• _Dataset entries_
== == ==

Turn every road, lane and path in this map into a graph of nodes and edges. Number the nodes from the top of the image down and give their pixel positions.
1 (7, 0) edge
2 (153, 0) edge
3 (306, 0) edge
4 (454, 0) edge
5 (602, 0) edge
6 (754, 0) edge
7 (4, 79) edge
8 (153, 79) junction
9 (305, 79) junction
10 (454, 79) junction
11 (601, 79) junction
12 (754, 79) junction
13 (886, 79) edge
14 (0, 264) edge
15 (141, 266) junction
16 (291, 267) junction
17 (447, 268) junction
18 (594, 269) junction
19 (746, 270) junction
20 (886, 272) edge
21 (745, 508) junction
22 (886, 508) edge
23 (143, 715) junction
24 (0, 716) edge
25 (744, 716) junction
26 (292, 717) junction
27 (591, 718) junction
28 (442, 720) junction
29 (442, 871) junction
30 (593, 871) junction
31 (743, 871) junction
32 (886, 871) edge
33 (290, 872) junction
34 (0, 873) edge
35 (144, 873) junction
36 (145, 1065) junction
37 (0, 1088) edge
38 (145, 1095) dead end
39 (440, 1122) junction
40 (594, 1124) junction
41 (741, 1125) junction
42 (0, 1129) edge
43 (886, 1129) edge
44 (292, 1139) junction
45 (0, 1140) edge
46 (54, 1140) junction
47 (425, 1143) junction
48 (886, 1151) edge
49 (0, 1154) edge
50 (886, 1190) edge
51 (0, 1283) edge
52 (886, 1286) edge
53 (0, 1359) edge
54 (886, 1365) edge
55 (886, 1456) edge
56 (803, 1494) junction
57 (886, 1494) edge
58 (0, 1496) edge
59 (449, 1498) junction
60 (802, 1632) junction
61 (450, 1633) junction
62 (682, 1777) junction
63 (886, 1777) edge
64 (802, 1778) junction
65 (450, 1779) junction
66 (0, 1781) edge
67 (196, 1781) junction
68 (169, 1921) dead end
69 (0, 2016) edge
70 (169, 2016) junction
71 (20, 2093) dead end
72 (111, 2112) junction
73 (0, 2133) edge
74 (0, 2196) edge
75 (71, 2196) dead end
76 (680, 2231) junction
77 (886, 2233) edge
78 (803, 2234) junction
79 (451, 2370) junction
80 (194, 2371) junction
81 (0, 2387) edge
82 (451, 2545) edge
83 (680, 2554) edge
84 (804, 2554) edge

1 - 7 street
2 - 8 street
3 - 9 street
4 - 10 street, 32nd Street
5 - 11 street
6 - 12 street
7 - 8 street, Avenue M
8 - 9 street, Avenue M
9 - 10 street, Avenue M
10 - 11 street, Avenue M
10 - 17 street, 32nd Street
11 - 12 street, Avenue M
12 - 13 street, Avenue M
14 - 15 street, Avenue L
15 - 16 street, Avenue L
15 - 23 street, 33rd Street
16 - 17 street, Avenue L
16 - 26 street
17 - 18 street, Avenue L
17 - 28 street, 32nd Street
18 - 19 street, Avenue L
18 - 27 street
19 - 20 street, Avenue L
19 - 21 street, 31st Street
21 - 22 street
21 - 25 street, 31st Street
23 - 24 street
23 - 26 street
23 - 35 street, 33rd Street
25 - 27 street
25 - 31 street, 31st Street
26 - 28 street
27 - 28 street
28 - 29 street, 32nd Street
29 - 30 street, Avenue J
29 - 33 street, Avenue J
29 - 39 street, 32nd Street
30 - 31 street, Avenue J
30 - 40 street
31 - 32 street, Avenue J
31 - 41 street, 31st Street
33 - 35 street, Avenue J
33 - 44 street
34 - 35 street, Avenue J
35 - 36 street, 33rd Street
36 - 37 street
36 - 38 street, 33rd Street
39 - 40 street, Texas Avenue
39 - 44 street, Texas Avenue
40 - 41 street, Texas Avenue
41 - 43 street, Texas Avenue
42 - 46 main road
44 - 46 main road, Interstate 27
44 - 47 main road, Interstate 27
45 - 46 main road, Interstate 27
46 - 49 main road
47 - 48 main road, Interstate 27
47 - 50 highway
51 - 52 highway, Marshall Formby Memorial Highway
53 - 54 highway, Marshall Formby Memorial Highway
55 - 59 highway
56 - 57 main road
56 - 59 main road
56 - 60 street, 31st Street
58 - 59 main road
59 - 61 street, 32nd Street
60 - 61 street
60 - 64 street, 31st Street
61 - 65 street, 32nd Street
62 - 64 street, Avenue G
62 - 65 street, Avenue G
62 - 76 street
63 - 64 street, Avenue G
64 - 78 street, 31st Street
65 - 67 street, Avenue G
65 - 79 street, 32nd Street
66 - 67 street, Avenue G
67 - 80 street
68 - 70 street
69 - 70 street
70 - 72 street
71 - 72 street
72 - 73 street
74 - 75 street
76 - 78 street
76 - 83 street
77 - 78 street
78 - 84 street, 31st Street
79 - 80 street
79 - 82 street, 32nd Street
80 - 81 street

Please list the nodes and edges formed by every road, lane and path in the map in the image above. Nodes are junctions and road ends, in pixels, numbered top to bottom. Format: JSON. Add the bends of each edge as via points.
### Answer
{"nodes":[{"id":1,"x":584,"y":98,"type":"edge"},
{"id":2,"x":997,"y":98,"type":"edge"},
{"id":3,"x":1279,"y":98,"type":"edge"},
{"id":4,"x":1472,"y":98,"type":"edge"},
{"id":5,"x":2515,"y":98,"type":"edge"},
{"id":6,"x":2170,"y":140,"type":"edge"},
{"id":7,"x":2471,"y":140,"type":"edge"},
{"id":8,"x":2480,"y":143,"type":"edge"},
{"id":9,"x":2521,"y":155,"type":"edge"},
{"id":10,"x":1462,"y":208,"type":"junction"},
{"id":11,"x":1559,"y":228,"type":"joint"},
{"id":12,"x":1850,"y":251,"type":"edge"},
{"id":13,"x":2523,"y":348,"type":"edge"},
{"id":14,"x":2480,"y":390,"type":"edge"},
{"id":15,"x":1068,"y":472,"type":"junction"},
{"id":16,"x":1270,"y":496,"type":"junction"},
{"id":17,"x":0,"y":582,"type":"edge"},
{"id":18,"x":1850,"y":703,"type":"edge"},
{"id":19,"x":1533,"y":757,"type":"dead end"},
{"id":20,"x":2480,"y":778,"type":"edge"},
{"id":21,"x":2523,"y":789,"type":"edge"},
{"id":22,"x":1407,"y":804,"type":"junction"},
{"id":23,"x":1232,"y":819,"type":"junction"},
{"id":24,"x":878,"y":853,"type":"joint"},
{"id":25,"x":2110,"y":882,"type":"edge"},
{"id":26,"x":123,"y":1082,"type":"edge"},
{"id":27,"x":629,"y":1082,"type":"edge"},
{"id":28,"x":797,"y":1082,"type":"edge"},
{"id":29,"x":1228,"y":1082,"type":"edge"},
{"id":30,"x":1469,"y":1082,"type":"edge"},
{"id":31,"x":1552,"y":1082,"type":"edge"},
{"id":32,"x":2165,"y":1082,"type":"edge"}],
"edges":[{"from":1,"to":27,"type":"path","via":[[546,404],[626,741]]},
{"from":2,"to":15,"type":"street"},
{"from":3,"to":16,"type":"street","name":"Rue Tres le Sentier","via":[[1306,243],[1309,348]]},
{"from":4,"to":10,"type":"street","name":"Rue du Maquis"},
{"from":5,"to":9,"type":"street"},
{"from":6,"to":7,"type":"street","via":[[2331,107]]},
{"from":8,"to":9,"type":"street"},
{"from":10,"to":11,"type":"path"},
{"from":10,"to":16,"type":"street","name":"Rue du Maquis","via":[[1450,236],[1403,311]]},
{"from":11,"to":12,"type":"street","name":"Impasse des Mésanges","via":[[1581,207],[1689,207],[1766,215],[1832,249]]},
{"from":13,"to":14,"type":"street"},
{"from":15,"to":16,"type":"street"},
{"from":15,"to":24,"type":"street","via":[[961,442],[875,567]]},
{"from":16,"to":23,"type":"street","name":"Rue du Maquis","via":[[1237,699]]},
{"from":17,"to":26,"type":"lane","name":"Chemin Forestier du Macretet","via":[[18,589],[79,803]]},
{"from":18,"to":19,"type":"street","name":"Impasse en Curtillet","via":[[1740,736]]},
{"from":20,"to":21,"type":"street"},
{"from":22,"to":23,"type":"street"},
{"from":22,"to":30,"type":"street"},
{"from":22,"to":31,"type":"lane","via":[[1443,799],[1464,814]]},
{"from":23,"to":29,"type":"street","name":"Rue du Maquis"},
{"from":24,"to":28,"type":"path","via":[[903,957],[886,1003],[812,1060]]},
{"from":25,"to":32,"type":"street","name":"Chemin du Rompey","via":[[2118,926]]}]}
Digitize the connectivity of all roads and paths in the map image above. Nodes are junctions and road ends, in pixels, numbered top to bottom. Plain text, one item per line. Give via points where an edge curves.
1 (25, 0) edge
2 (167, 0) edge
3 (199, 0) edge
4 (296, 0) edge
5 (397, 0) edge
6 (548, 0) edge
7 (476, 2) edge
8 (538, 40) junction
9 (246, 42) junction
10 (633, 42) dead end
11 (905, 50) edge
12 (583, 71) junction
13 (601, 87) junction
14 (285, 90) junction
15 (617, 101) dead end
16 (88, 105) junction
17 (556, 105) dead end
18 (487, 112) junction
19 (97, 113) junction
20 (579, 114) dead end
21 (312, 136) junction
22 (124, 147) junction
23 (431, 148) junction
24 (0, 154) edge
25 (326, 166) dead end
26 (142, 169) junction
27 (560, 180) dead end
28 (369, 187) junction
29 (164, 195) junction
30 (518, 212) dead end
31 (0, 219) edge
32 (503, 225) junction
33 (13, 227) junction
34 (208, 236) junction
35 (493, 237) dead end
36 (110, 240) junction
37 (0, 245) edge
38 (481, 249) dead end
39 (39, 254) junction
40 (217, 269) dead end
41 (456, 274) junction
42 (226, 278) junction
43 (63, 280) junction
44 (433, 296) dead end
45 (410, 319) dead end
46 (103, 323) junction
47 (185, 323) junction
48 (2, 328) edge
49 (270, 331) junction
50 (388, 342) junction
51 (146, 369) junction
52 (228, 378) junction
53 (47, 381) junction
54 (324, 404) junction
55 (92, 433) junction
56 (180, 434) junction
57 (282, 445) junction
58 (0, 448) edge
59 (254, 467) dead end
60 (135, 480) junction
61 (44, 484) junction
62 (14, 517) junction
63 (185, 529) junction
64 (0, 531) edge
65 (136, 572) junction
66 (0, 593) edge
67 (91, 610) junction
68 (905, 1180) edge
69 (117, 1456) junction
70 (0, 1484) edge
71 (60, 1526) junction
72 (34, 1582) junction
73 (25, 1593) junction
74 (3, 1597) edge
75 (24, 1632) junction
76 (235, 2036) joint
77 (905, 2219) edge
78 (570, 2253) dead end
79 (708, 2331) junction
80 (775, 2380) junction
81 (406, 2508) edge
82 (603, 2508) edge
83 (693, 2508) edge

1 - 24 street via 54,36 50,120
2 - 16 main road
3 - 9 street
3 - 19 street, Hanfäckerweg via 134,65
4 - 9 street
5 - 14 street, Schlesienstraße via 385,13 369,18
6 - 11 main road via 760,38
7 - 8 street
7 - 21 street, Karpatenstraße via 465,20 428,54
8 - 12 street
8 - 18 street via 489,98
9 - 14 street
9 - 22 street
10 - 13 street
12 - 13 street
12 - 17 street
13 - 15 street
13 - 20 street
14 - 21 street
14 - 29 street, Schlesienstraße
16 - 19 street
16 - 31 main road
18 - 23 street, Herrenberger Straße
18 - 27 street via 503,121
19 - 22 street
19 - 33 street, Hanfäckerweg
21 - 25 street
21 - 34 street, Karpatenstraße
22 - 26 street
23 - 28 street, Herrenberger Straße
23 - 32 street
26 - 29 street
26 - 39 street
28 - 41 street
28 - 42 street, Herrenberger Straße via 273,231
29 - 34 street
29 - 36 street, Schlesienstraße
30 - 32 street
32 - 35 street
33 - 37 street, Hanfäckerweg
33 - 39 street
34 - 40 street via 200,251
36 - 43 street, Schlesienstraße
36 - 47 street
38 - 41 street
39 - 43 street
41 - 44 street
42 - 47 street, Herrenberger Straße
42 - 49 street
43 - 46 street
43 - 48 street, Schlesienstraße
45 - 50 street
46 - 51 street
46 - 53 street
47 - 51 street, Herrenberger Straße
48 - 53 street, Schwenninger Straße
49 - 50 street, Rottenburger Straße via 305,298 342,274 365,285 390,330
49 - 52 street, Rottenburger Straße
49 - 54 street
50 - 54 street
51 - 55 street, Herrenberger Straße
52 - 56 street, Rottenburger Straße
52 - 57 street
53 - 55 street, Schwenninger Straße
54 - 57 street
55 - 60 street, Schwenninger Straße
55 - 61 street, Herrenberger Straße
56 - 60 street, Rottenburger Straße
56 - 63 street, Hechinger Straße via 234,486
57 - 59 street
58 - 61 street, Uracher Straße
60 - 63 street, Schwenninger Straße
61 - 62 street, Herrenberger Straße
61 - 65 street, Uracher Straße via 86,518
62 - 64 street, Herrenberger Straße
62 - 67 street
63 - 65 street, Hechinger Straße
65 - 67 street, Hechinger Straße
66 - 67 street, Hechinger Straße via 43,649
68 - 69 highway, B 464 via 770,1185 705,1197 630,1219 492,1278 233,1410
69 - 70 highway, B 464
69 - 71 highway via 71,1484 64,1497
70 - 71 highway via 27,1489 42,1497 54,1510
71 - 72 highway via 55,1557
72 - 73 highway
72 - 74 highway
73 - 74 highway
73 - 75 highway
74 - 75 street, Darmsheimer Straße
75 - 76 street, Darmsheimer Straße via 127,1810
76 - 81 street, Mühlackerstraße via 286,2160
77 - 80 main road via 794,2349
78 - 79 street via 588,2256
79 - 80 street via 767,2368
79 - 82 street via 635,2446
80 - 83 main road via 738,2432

== == ==

• _Exercise prompt_
Collect each line of the entries that has the word "Maquis", copying it in full.

• _Answer section_
{"from":4,"to":10,"type":"street","name":"Rue du Maquis"},
{"from":10,"to":16,"type":"street","name":"Rue du Maquis","via":[[1450,236],[1403,311]]},
{"from":16,"to":23,"type":"street","name":"Rue du Maquis","via":[[1237,699]]},
{"from":23,"to":29,"type":"street","name":"Rue du Maquis"},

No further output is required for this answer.